Stored data:

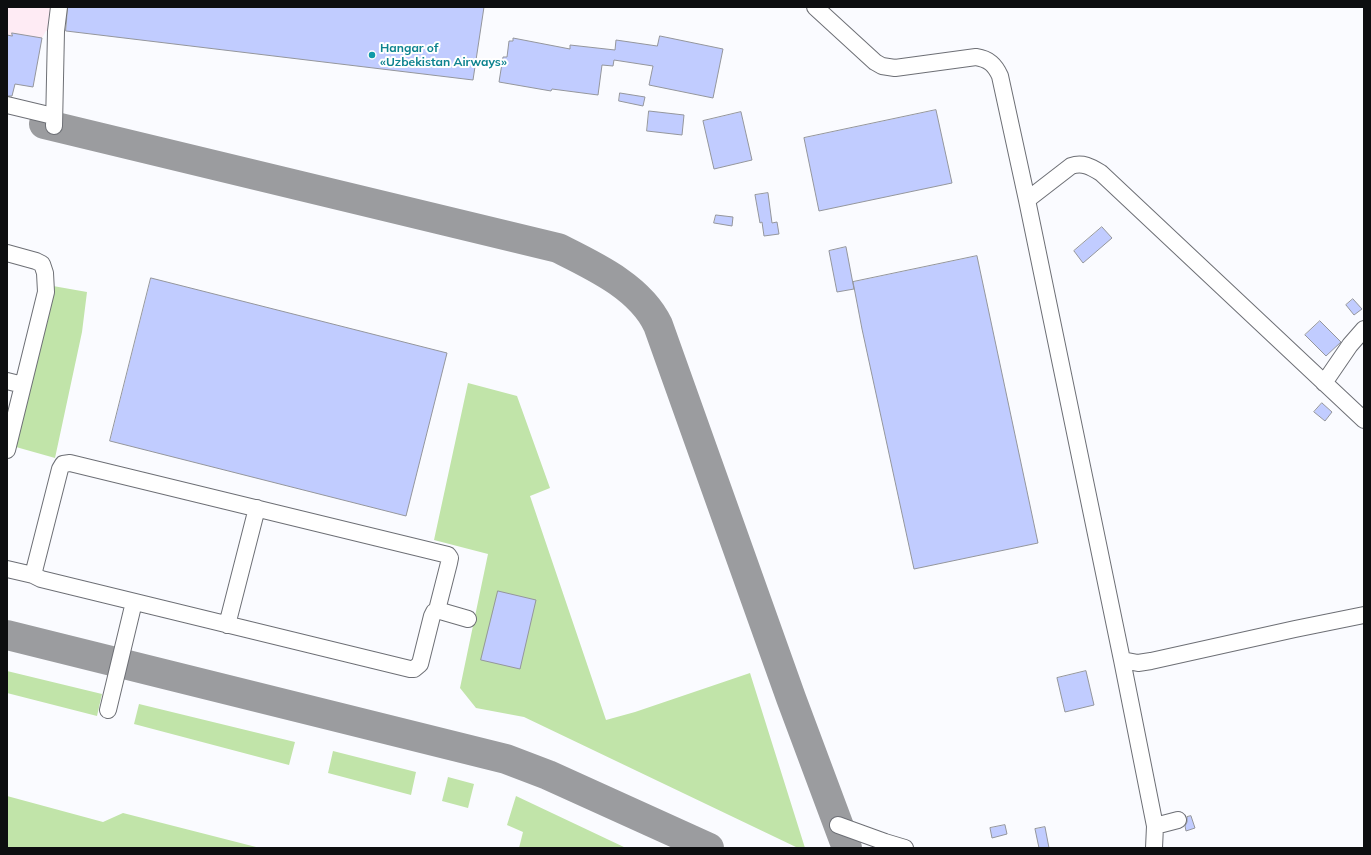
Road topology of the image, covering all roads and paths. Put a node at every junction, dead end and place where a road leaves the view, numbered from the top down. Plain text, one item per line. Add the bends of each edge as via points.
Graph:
1 (59, 7) edge
2 (815, 7) edge
3 (7, 105) edge
4 (1027, 200) junction
5 (7, 253) edge
6 (1364, 329) edge
7 (7, 381) edge
8 (1324, 383) junction
9 (23, 385) junction
10 (1364, 420) edge
11 (7, 450) edge
12 (257, 508) junction
13 (7, 569) edge
14 (33, 575) junction
15 (134, 602) junction
16 (437, 610) junction
17 (1364, 615) edge
18 (468, 619) dead end
19 (227, 624) junction
20 (1122, 660) junction
21 (108, 710) dead end
22 (1178, 820) dead end
23 (838, 825) dead end
24 (1155, 826) junction
25 (904, 848) edge
26 (1154, 848) edge

1 - 3 lane via 54,121
2 - 4 lane via 874,62 882,66 895,68 976,57 991,62 1003,84
4 - 8 lane via 1071,166 1082,164 1094,168
4 - 20 lane
5 - 9 lane via 30,259 42,264 44,268 46,292
6 - 8 lane
7 - 9 lane
8 - 10 lane
9 - 11 lane
12 - 14 lane via 67,463 60,469
12 - 16 lane via 448,554 450,558
12 - 19 lane
13 - 14 lane
14 - 15 lane
15 - 19 lane
15 - 21 lane
16 - 18 lane
16 - 19 lane via 432,616 420,664 414,669
17 - 20 lane via 1151,661 1138,663
20 - 24 lane
22 - 24 lane
23 - 25 lane
24 - 26 lane

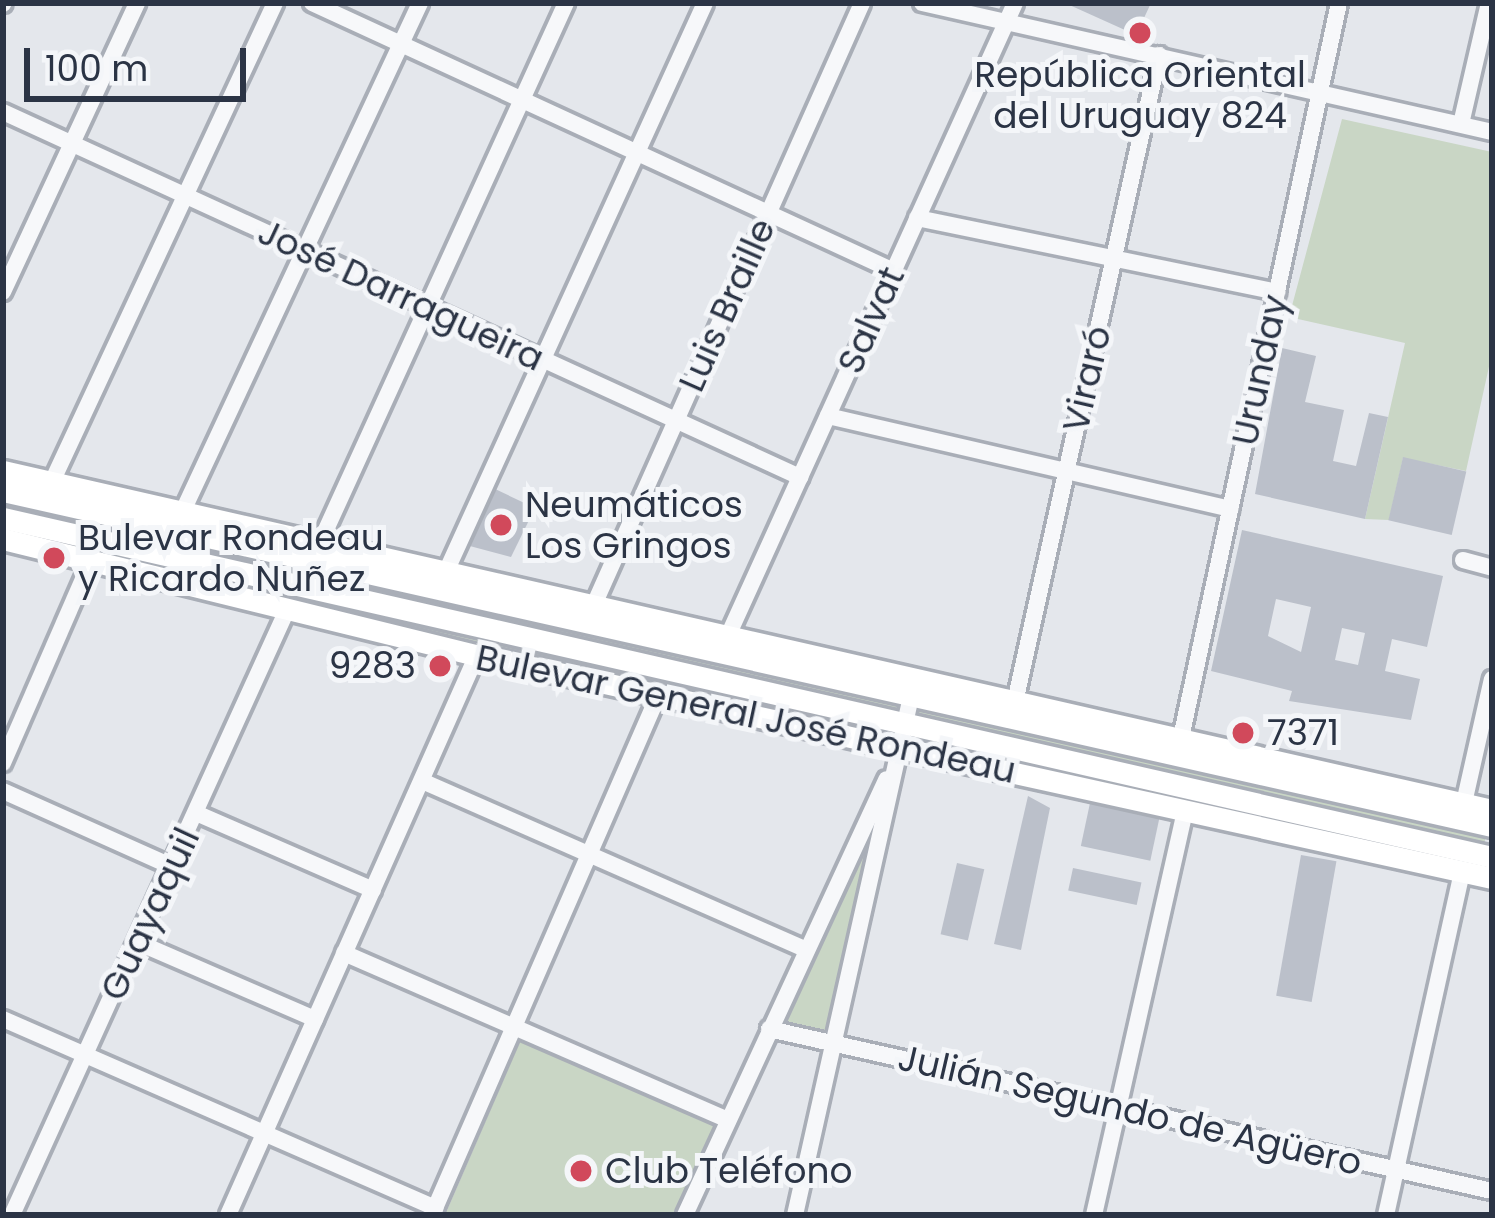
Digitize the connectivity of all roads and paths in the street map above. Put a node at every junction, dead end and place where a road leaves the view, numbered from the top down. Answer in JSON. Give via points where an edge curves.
{"nodes":[{"id":1,"x":137,"y":3,"type":"edge"},
{"id":2,"x":275,"y":3,"type":"edge"},
{"id":3,"x":312,"y":3,"type":"edge"},
{"id":4,"x":420,"y":3,"type":"edge"},
{"id":5,"x":566,"y":3,"type":"edge"},
{"id":6,"x":705,"y":3,"type":"edge"},
{"id":7,"x":862,"y":3,"type":"edge"},
{"id":8,"x":922,"y":3,"type":"edge"},
{"id":9,"x":1339,"y":3,"type":"edge"},
{"id":10,"x":1489,"y":3,"type":"edge"},
{"id":11,"x":1011,"y":12,"type":"edge"},
{"id":12,"x":401,"y":44,"type":"junction"},
{"id":13,"x":1159,"y":55,"type":"junction"},
{"id":14,"x":1320,"y":92,"type":"junction"},
{"id":15,"x":522,"y":100,"type":"junction"},
{"id":16,"x":3,"y":112,"type":"edge"},
{"id":17,"x":1461,"y":124,"type":"junction"},
{"id":18,"x":1492,"y":131,"type":"edge"},
{"id":19,"x":71,"y":146,"type":"junction"},
{"id":20,"x":637,"y":152,"type":"junction"},
{"id":21,"x":184,"y":197,"type":"junction"},
{"id":22,"x":768,"y":213,"type":"junction"},
{"id":23,"x":917,"y":218,"type":"junction"},
{"id":24,"x":304,"y":251,"type":"junction"},
{"id":25,"x":1115,"y":259,"type":"junction"},
{"id":26,"x":894,"y":271,"type":"junction"},
{"id":27,"x":3,"y":292,"type":"edge"},
{"id":28,"x":1277,"y":292,"type":"junction"},
{"id":29,"x":427,"y":308,"type":"junction"},
{"id":30,"x":542,"y":360,"type":"junction"},
{"id":31,"x":828,"y":416,"type":"junction"},
{"id":32,"x":676,"y":421,"type":"junction"},
{"id":33,"x":3,"y":471,"type":"edge"},
{"id":34,"x":1066,"y":472,"type":"junction"},
{"id":35,"x":800,"y":477,"type":"junction"},
{"id":36,"x":51,"y":484,"type":"junction"},
{"id":37,"x":3,"y":491,"type":"edge"},
{"id":38,"x":102,"y":506,"type":"junction"},
{"id":39,"x":1230,"y":509,"type":"junction"},
{"id":40,"x":3,"y":518,"type":"edge"},
{"id":41,"x":173,"y":525,"type":"junction"},
{"id":42,"x":3,"y":539,"type":"edge"},
{"id":43,"x":319,"y":545,"type":"junction"},
{"id":44,"x":124,"y":548,"type":"junction"},
{"id":45,"x":94,"y":551,"type":"junction"},
{"id":46,"x":371,"y":557,"type":"junction"},
{"id":47,"x":1463,"y":560,"type":"dead end"},
{"id":48,"x":1492,"y":568,"type":"edge"},
{"id":49,"x":162,"y":569,"type":"junction"},
{"id":50,"x":445,"y":574,"type":"junction"},
{"id":51,"x":416,"y":585,"type":"junction"},
{"id":52,"x":593,"y":607,"type":"junction"},
{"id":53,"x":286,"y":612,"type":"junction"},
{"id":54,"x":728,"y":638,"type":"junction"},
{"id":55,"x":477,"y":656,"type":"junction"},
{"id":56,"x":591,"y":658,"type":"junction"},
{"id":57,"x":1492,"y":679,"type":"edge"},
{"id":58,"x":913,"y":688,"type":"junction"},
{"id":59,"x":658,"y":695,"type":"junction"},
{"id":60,"x":1015,"y":702,"type":"junction"},
{"id":61,"x":717,"y":709,"type":"junction"},
{"id":62,"x":1124,"y":727,"type":"junction"},
{"id":63,"x":902,"y":738,"type":"junction"},
{"id":64,"x":1181,"y":738,"type":"junction"},
{"id":65,"x":3,"y":763,"type":"edge"},
{"id":66,"x":1229,"y":765,"type":"junction"},
{"id":67,"x":422,"y":781,"type":"junction"},
{"id":68,"x":3,"y":791,"type":"edge"},
{"id":69,"x":1464,"y":803,"type":"junction"},
{"id":70,"x":881,"y":805,"type":"junction"},
{"id":71,"x":1492,"y":810,"type":"edge"},
{"id":72,"x":1185,"y":811,"type":"junction"},
{"id":73,"x":196,"y":812,"type":"junction"},
{"id":74,"x":1492,"y":826,"type":"edge"},
{"id":75,"x":1409,"y":839,"type":"junction"},
{"id":76,"x":589,"y":853,"type":"junction"},
{"id":77,"x":1492,"y":857,"type":"edge"},
{"id":78,"x":172,"y":866,"type":"junction"},
{"id":79,"x":1462,"y":871,"type":"junction"},
{"id":80,"x":1492,"y":875,"type":"edge"},
{"id":81,"x":374,"y":890,"type":"junction"},
{"id":82,"x":137,"y":942,"type":"junction"},
{"id":83,"x":805,"y":949,"type":"junction"},
{"id":84,"x":344,"y":953,"type":"junction"},
{"id":85,"x":3,"y":1019,"type":"edge"},
{"id":86,"x":315,"y":1019,"type":"junction"},
{"id":87,"x":514,"y":1028,"type":"junction"},
{"id":88,"x":769,"y":1029,"type":"junction"},
{"id":89,"x":832,"y":1044,"type":"junction"},
{"id":90,"x":86,"y":1054,"type":"junction"},
{"id":91,"x":1118,"y":1107,"type":"junction"},
{"id":92,"x":728,"y":1120,"type":"junction"},
{"id":93,"x":265,"y":1132,"type":"junction"},
{"id":94,"x":1396,"y":1169,"type":"junction"},
{"id":95,"x":1492,"y":1190,"type":"edge"},
{"id":96,"x":434,"y":1212,"type":"edge"},
{"id":97,"x":13,"y":1215,"type":"edge"},
{"id":98,"x":228,"y":1215,"type":"edge"},
{"id":99,"x":685,"y":1215,"type":"edge"},
{"id":100,"x":795,"y":1215,"type":"edge"},
{"id":101,"x":1094,"y":1215,"type":"edge"},
{"id":102,"x":1386,"y":1215,"type":"edge"}],
"edges":[{"from":1,"to":19,"type":"street"},
{"from":2,"to":21,"type":"street"},
{"from":3,"to":12,"type":"street"},
{"from":4,"to":12,"type":"street"},
{"from":5,"to":15,"type":"street"},
{"from":6,"to":20,"type":"street"},
{"from":7,"to":22,"type":"street","name":"Luis Braille"},
{"from":8,"to":11,"type":"street"},
{"from":9,"to":14,"type":"street","name":"Urunday"},
{"from":10,"to":17,"type":"street"},
{"from":11,"to":13,"type":"street"},
{"from":11,"to":23,"type":"street","name":"Salvat"},
{"from":12,"to":15,"type":"street"},
{"from":12,"to":24,"type":"street"},
{"from":13,"to":14,"type":"street"},
{"from":13,"to":25,"type":"street","name":"Viraró"},
{"from":14,"to":17,"type":"street"},
{"from":14,"to":28,"type":"street","name":"Urunday"},
{"from":15,"to":20,"type":"street"},
{"from":15,"to":29,"type":"street"},
{"from":16,"to":19,"type":"street","name":"José Darragueira"},
{"from":17,"to":18,"type":"street"},
{"from":19,"to":21,"type":"street","name":"José Darragueira"},
{"from":19,"to":27,"type":"street"},
{"from":20,"to":22,"type":"street"},
{"from":20,"to":30,"type":"street"},
{"from":21,"to":24,"type":"street","name":"José Darragueira"},
{"from":21,"to":36,"type":"street"},
{"from":22,"to":26,"type":"street"},
{"from":22,"to":32,"type":"street","name":"Luis Braille"},
{"from":23,"to":25,"type":"street"},
{"from":23,"to":26,"type":"street","name":"Salvat"},
{"from":24,"to":29,"type":"street","name":"José Darragueira"},
{"from":24,"to":41,"type":"street"},
{"from":25,"to":28,"type":"street"},
{"from":25,"to":34,"type":"street","name":"Viraró"},
{"from":26,"to":31,"type":"street","name":"Salvat"},
{"from":28,"to":39,"type":"street","name":"Urunday"},
{"from":29,"to":30,"type":"street","name":"José Darragueira"},
{"from":29,"to":43,"type":"street"},
{"from":30,"to":32,"type":"street","name":"José Darragueira"},
{"from":30,"to":50,"type":"street"},
{"from":31,"to":34,"type":"street"},
{"from":31,"to":35,"type":"street","name":"Salvat"},
{"from":32,"to":35,"type":"street","name":"José Darragueira"},
{"from":32,"to":52,"type":"street","name":"Luis Braille"},
{"from":33,"to":36,"type":"main road","name":"Bulevar General José Rondeau"},
{"from":34,"to":39,"type":"street"},
{"from":34,"to":60,"type":"street","name":"Viraró"},
{"from":35,"to":54,"type":"street","name":"Salvat"},
{"from":36,"to":38,"type":"main road","name":"Bulevar General José Rondeau"},
{"from":37,"to":38,"type":"main road","name":"Bulevar General José Rondeau"},
{"from":38,"to":41,"type":"main road","name":"Bulevar General José Rondeau"},
{"from":38,"to":45,"type":"main road"},
{"from":39,"to":64,"type":"street","name":"Urunday"},
{"from":40,"to":45,"type":"main road","name":"Bulevar General José Rondeau"},
{"from":41,"to":43,"type":"main road","name":"Bulevar General José Rondeau"},
{"from":41,"to":44,"type":"main road"},
{"from":41,"to":49,"type":"main road"},
{"from":41,"to":51,"type":"main road","name":"Bulevar General José Rondeau"},
{"from":42,"to":45,"type":"main road","name":"Bulevar General José Rondeau"},
{"from":43,"to":46,"type":"main road","name":"Bulevar General José Rondeau"},
{"from":44,"to":45,"type":"main road"},
{"from":44,"to":49,"type":"main road","name":"Bulevar General José Rondeau"},
{"from":45,"to":49,"type":"main road","name":"Bulevar General José Rondeau"},
{"from":45,"to":65,"type":"street"},
{"from":46,"to":50,"type":"main road","name":"Bulevar General José Rondeau"},
{"from":46,"to":51,"type":"main road"},
{"from":47,"to":48,"type":"street"},
{"from":49,"to":53,"type":"main road","name":"Bulevar General José Rondeau"},
{"from":49,"to":56,"type":"main road","name":"Bulevar General José Rondeau"},
{"from":50,"to":52,"type":"main road","name":"Bulevar General José Rondeau"},
{"from":51,"to":58,"type":"main road","name":"Bulevar General José Rondeau"},
{"from":52,"to":54,"type":"main road","name":"Bulevar General José Rondeau"},
{"from":53,"to":55,"type":"main road","name":"Bulevar General José Rondeau"},
{"from":53,"to":73,"type":"street","name":"Guayaquil"},
{"from":54,"to":58,"type":"main road","name":"Bulevar General José Rondeau"},
{"from":55,"to":59,"type":"main road","name":"Bulevar General José Rondeau"},
{"from":55,"to":67,"type":"street"},
{"from":56,"to":61,"type":"main road"},
{"from":56,"to":63,"type":"main road","name":"Bulevar General José Rondeau"},
{"from":57,"to":69,"type":"street"},
{"from":58,"to":60,"type":"main road","name":"Bulevar General José Rondeau"},
{"from":58,"to":63,"type":"street"},
{"from":58,"to":66,"type":"main road","name":"Bulevar General José Rondeau"},
{"from":59,"to":61,"type":"main road","name":"Bulevar General José Rondeau"},
{"from":59,"to":76,"type":"street"},
{"from":60,"to":62,"type":"main road","name":"Bulevar General José Rondeau"},
{"from":61,"to":63,"type":"main road","name":"Bulevar General José Rondeau"},
{"from":62,"to":64,"type":"main road","name":"Bulevar General José Rondeau"},
{"from":62,"to":66,"type":"main road"},
{"from":63,"to":70,"type":"street"},
{"from":63,"to":72,"type":"main road","name":"Bulevar General José Rondeau"},
{"from":63,"to":75,"type":"main road","name":"Bulevar General José Rondeau"},
{"from":64,"to":69,"type":"main road","name":"Bulevar General José Rondeau"},
{"from":66,"to":74,"type":"main road","name":"Bulevar General José Rondeau"},
{"from":67,"to":76,"type":"street"},
{"from":67,"to":81,"type":"street"},
{"from":68,"to":78,"type":"street"},
{"from":69,"to":71,"type":"main road","name":"Bulevar General José Rondeau"},
{"from":70,"to":83,"type":"street"},
{"from":70,"to":89,"type":"street"},
{"from":72,"to":79,"type":"main road","name":"Bulevar General José Rondeau"},
{"from":72,"to":91,"type":"street"},
{"from":73,"to":78,"type":"street","name":"Guayaquil"},
{"from":73,"to":81,"type":"street"},
{"from":75,"to":77,"type":"main road","name":"Bulevar General José Rondeau"},
{"from":75,"to":80,"type":"main road"},
{"from":76,"to":83,"type":"street"},
{"from":76,"to":87,"type":"street"},
{"from":78,"to":82,"type":"street","name":"Guayaquil"},
{"from":79,"to":80,"type":"main road","name":"Bulevar General José Rondeau"},
{"from":79,"to":94,"type":"street"},
{"from":81,"to":84,"type":"street"},
{"from":82,"to":86,"type":"street"},
{"from":82,"to":90,"type":"street","name":"Guayaquil"},
{"from":83,"to":88,"type":"street"},
{"from":84,"to":86,"type":"street"},
{"from":84,"to":87,"type":"street"},
{"from":85,"to":90,"type":"street"},
{"from":86,"to":93,"type":"street"},
{"from":87,"to":92,"type":"street"},
{"from":87,"to":96,"type":"street"},
{"from":88,"to":89,"type":"street","name":"Julián Segundo de Agüero"},
{"from":88,"to":92,"type":"street"},
{"from":89,"to":91,"type":"street","name":"Julián Segundo de Agüero"},
{"from":89,"to":100,"type":"street"},
{"from":90,"to":93,"type":"street"},
{"from":90,"to":97,"type":"street","name":"Guayaquil"},
{"from":91,"to":94,"type":"street","name":"Julián Segundo de Agüero"},
{"from":91,"to":101,"type":"street"},
{"from":92,"to":99,"type":"street"},
{"from":93,"to":96,"type":"street"},
{"from":93,"to":98,"type":"street"},
{"from":94,"to":95,"type":"street","name":"Julián Segundo de Agüero"},
{"from":94,"to":102,"type":"street"}]}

(Task directions)
Go through the entries and copy each line holding the string "roads".

(Answer box)
Road topology of the image, covering all roads and paths. Put a node at every junction, dead end and place where a road leaves the view, numbered from the top down. Plain text, one item per line. Add the bends of each edge as via points.
Digitize the connectivity of all roads and paths in the street map above. Put a node at every junction, dead end and place where a road leaves the view, numbered from the top down. Answer in JSON. Give via points where an edge curves.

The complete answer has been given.